** Input material follows **

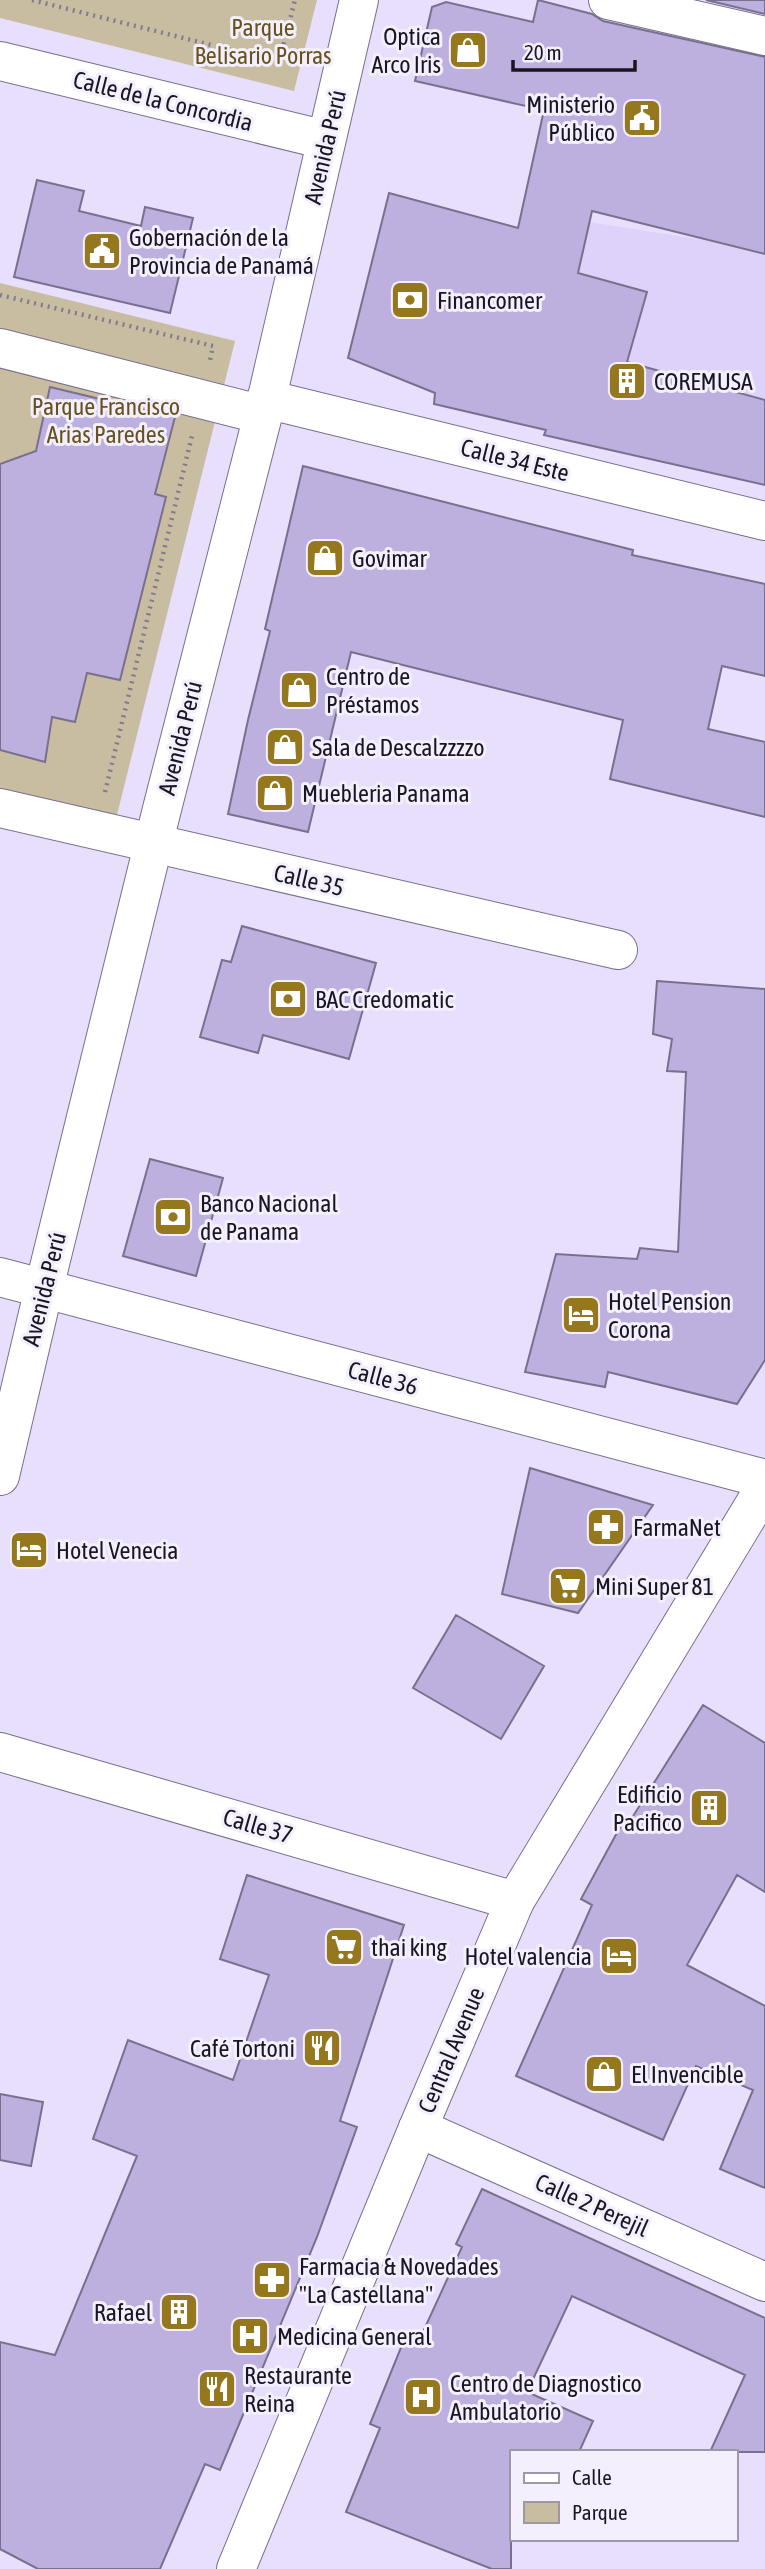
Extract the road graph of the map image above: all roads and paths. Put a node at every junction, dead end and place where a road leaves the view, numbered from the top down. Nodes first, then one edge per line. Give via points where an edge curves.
1 (32, 0) edge
2 (295, 0) edge
3 (359, 0) edge
4 (608, 0) edge
5 (765, 36) edge
6 (0, 61) edge
7 (326, 140) junction
8 (0, 295) edge
9 (0, 348) edge
10 (201, 399) junction
11 (264, 407) junction
12 (765, 520) edge
13 (103, 799) dead end
14 (0, 808) edge
15 (154, 845) junction
16 (618, 950) dead end
17 (0, 1277) edge
18 (44, 1288) junction
19 (0, 1476) edge
20 (765, 1479) edge
21 (765, 1487) edge
22 (0, 1752) edge
23 (515, 1901) junction
24 (418, 2128) junction
25 (765, 2283) edge
26 (236, 2569) edge

1 - 2 path via 279,62
3 - 7 street, Avenida Perú
4 - 5 street
6 - 7 street, Calle de la Concordia
7 - 11 street, Avenida Perú
8 - 10 path via 214,346
9 - 10 street, Calle 34 Este
10 - 11 street, Calle 34 Este
10 - 13 path
11 - 12 street, Calle 34 Este
11 - 15 street, Avenida Perú
14 - 15 street, Calle 35
15 - 16 street, Calle 35
15 - 18 street, Avenida Perú
17 - 18 street, Calle 36
18 - 19 street, Avenida Perú
18 - 20 street, Calle 36
21 - 23 street, Central Avenue
22 - 23 street, Calle 37
23 - 24 street, Central Avenue
24 - 25 street, Calle 2 Perejil
24 - 26 street, Central Avenue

** End of Input material **

→ Task prompt
Make an exact copy of the data above, pictures excluded.

→ Answer section
Extract the road graph of the map image above: all roads and paths. Put a node at every junction, dead end and place where a road leaves the view, numbered from the top down. Nodes first, then one edge per line. Give via points where an edge curves.
1 (32, 0) edge
2 (295, 0) edge
3 (359, 0) edge
4 (608, 0) edge
5 (765, 36) edge
6 (0, 61) edge
7 (326, 140) junction
8 (0, 295) edge
9 (0, 348) edge
10 (201, 399) junction
11 (264, 407) junction
12 (765, 520) edge
13 (103, 799) dead end
14 (0, 808) edge
15 (154, 845) junction
16 (618, 950) dead end
17 (0, 1277) edge
18 (44, 1288) junction
19 (0, 1476) edge
20 (765, 1479) edge
21 (765, 1487) edge
22 (0, 1752) edge
23 (515, 1901) junction
24 (418, 2128) junction
25 (765, 2283) edge
26 (236, 2569) edge

1 - 2 path via 279,62
3 - 7 street, Avenida Perú
4 - 5 street
6 - 7 street, Calle de la Concordia
7 - 11 street, Avenida Perú
8 - 10 path via 214,346
9 - 10 street, Calle 34 Este
10 - 11 street, Calle 34 Este
10 - 13 path
11 - 12 street, Calle 34 Este
11 - 15 street, Avenida Perú
14 - 15 street, Calle 35
15 - 16 street, Calle 35
15 - 18 street, Avenida Perú
17 - 18 street, Calle 36
18 - 19 street, Avenida Perú
18 - 20 street, Calle 36
21 - 23 street, Central Avenue
22 - 23 street, Calle 37
23 - 24 street, Central Avenue
24 - 25 street, Calle 2 Perejil
24 - 26 street, Central Avenue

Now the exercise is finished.